Os elementos componentes do processo de trabalho são:

1) a atividade adequada a um fim, isto é o próprio trabalho;

2) a matéria a que se aplica o trabalho, o objeto de trabalho;

3) os meios de trabalho, o instrumental de trabalho.

A terra (do ponto de vista econômico, compreende a água) que, ao surgir o homem, o provê com meios de subsistência prontos para utilização imediata, 1 existe independentemente da ação dele, sendo o objeto universal do trabalho humano. Todas as coisas que o trabalho apenas separa de sua conexão imediata com seu meio natural constituem objetos de trabalho, fornecidos pela natureza. Assim, os peixes que se pescam, que são tirados do seu elemento, a água, a madeira derrubada na floresta virgem, o minério arrancado dos filões. Se o objeto de trabalho é, por assim dizer, filtrado através de trabalho anterior, chamamo-lo de matéria-prima. Por exemplo, o minério extraído depois de ser lavado. Toda matéria-prima é objeto de trabalho, mas nem todo objeto de trabalho é matéria-prima. O objeto de trabalho só é matéria-prima depois de ter experimentado modificação efetuada pelo trabalho.

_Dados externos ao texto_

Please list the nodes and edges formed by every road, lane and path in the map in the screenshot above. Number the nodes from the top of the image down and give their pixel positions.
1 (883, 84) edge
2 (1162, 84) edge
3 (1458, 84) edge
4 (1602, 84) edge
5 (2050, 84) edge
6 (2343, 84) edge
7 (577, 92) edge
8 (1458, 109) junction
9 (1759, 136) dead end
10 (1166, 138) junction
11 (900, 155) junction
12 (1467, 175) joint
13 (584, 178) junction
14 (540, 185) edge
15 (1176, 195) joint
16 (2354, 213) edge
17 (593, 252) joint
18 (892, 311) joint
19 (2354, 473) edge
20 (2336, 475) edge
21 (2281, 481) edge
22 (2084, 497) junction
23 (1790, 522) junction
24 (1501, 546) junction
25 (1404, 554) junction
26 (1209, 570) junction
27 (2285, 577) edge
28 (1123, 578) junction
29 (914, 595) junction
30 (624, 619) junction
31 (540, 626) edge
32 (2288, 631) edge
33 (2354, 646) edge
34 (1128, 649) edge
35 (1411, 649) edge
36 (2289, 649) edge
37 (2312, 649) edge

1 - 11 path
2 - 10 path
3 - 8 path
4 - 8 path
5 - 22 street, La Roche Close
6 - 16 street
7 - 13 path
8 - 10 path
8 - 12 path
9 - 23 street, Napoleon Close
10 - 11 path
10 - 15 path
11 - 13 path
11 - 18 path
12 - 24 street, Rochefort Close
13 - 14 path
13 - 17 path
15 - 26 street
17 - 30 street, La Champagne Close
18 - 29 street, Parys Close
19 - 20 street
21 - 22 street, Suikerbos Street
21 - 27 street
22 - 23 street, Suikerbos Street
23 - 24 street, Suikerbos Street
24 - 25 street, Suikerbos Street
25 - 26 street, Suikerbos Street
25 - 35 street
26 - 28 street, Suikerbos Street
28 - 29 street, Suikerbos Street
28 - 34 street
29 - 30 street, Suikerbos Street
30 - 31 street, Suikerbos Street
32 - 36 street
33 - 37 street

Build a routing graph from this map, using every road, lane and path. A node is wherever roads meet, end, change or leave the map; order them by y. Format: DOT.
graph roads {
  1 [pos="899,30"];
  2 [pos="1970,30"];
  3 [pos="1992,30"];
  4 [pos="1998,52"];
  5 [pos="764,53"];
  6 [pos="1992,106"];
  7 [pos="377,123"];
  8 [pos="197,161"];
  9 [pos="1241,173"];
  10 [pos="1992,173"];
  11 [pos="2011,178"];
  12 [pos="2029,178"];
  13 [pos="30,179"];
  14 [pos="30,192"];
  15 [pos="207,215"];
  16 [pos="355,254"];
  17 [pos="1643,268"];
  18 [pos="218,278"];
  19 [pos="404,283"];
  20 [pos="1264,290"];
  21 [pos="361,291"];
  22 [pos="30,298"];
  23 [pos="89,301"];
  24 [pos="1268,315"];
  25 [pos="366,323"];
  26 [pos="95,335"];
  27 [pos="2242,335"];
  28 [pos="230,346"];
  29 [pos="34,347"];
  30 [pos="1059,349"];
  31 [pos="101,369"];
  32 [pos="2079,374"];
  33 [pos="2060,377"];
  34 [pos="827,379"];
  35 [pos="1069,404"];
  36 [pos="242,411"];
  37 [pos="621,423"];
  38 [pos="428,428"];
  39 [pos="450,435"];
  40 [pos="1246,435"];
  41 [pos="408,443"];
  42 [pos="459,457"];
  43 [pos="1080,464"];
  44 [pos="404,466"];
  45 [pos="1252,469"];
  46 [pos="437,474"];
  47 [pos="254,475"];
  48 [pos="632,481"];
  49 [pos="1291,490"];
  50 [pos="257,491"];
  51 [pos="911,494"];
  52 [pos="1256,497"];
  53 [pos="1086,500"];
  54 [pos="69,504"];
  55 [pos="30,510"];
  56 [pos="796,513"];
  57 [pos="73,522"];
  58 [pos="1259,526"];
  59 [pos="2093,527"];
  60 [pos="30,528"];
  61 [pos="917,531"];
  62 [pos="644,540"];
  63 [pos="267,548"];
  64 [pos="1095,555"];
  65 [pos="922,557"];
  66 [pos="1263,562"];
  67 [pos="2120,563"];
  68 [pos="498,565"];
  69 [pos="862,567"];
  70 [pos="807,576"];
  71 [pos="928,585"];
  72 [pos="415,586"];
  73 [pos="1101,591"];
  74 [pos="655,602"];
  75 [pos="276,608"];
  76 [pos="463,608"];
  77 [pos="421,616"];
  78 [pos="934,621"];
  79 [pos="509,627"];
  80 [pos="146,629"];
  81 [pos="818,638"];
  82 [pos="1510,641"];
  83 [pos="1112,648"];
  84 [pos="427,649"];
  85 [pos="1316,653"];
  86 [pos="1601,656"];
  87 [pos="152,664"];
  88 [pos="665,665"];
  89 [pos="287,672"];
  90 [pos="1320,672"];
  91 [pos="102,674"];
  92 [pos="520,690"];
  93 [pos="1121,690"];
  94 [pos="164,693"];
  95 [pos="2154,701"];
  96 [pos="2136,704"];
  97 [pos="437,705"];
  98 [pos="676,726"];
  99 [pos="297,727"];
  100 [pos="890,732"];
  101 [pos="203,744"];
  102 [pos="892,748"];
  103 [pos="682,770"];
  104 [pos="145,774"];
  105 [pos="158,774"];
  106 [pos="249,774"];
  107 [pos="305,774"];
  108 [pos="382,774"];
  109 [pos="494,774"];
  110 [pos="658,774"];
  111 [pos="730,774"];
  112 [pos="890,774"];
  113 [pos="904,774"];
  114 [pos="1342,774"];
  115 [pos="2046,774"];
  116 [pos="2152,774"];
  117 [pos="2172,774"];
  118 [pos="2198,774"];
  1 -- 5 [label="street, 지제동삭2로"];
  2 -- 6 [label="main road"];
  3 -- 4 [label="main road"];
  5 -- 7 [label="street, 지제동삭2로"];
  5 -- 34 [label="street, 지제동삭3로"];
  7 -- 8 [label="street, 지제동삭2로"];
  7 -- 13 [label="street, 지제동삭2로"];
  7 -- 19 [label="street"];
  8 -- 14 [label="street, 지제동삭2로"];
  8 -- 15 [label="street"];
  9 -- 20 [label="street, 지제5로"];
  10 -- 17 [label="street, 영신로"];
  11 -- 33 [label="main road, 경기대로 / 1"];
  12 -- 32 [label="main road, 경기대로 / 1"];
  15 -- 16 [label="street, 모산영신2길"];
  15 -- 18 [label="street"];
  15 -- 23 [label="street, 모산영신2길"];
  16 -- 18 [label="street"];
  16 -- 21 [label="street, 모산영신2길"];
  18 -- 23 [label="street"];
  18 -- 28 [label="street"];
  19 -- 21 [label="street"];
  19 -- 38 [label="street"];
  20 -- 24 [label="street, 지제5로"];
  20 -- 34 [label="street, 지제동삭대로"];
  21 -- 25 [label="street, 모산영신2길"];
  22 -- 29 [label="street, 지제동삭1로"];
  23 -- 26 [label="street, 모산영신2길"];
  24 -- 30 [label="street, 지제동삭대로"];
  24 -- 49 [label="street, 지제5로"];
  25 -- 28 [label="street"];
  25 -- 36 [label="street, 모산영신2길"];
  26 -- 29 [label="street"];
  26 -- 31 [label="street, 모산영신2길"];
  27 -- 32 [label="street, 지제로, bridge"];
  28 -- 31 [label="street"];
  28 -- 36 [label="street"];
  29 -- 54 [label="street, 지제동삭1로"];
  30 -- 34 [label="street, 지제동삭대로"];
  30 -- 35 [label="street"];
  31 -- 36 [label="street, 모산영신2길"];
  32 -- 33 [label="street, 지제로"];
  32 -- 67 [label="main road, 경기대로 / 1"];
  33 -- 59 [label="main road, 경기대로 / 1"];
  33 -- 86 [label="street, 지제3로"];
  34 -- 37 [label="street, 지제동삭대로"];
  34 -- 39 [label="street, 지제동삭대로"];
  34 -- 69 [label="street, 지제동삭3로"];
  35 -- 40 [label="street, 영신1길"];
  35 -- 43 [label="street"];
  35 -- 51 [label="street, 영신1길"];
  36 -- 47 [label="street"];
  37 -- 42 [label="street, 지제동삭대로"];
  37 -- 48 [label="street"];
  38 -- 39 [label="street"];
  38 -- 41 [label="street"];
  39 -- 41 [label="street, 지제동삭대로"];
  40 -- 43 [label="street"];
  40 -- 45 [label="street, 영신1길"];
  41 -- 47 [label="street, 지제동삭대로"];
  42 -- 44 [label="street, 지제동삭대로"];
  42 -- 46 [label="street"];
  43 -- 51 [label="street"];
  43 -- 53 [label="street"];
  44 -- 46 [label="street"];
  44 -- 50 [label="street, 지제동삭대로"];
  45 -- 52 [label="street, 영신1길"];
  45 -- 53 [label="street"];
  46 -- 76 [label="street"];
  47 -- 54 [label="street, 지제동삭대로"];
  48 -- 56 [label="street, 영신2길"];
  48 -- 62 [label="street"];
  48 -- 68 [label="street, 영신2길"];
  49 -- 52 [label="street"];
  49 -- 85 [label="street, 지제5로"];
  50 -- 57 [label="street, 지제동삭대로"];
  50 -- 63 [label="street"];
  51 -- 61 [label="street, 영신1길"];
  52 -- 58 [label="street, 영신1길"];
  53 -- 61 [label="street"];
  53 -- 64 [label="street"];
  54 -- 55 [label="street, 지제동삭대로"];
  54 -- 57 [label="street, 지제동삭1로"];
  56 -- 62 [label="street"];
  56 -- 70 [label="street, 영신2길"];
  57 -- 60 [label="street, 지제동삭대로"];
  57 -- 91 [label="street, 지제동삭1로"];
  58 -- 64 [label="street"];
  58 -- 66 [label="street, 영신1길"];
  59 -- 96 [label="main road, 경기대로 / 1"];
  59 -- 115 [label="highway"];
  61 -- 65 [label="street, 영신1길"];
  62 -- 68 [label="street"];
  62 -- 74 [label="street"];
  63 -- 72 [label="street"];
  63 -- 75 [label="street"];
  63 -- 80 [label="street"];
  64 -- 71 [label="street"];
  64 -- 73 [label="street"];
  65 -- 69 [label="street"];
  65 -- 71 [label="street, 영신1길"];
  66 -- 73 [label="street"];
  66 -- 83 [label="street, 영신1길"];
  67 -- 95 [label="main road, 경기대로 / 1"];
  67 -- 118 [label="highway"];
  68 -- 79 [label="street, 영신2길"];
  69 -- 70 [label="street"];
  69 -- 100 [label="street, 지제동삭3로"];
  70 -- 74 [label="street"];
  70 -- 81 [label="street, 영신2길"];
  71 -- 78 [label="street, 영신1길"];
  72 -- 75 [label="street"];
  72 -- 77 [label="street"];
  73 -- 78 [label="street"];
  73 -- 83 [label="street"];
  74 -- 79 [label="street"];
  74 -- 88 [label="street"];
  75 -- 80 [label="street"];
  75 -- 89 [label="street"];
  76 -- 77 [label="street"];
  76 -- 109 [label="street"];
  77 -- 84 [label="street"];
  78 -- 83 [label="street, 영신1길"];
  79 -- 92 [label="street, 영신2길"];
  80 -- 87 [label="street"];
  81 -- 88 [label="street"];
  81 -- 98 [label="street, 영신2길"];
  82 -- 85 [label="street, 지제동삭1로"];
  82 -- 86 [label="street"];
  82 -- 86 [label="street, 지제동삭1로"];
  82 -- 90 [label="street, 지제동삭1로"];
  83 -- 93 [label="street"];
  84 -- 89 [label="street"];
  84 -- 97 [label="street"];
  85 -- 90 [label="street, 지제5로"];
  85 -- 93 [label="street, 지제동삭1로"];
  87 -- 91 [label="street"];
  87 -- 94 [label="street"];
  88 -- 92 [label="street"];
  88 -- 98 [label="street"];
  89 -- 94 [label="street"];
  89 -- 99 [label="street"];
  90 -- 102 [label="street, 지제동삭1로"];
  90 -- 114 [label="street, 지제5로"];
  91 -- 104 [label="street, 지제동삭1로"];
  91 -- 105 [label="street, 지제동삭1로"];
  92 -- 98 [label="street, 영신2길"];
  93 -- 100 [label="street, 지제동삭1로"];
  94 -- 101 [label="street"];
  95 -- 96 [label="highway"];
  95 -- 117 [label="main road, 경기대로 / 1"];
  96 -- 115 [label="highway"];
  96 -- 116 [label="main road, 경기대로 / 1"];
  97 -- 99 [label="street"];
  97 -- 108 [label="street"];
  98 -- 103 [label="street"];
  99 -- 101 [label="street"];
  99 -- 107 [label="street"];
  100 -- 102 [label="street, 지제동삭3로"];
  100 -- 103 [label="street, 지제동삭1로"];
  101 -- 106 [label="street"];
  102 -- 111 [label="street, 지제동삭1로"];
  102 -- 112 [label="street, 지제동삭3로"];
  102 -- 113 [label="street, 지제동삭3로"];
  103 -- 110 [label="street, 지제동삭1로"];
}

O meio de trabalho é uma coisa ou um complexo de coisas, que o trabalhador insere entre si mesmo e o objeto de trabalho e lhe serve para dirigir sua atividade sobre esse objeto.

Ele utiliza as propriedades mecânicas, físicas, químicas das coisas, para fazê-las atuarem como forças sobre outras coisas, de acordo com o fim que tem em mira. 2 A coisa de que o trabalhador se apossa imediatamente, – excetuados meios de subsistência colhidos já prontos, como frutas, quando seus próprios membros servem de meio de trabalho, — não é o objeto de trabalho, mas o meio de trabalho. Desse modo, faz de uma coisa da natureza órgão de sua própria atividade, um órgão que acrescenta a seus próprios órgãos corporais, aumentando seu próprio corpo natural, apesar da Bíblia. A terra, seu celeiro primitivo, é também seu arsenal primitivo de meios de trabalho. Fornece-lhe, por exemplo, a pedra que lança e lhe serve para moer, prensar, cortar etc. A própria terra é um meio de trabalho, mas, para servir como tal na agricultura, pressupõe toda uma série de outros meios de trabalho e um desenvolvimento relativamente elevado da força de trabalho. 3 O processo de trabalho, ao atingir certo nível de desenvolvimento, exige meios de trabalho já elaborados.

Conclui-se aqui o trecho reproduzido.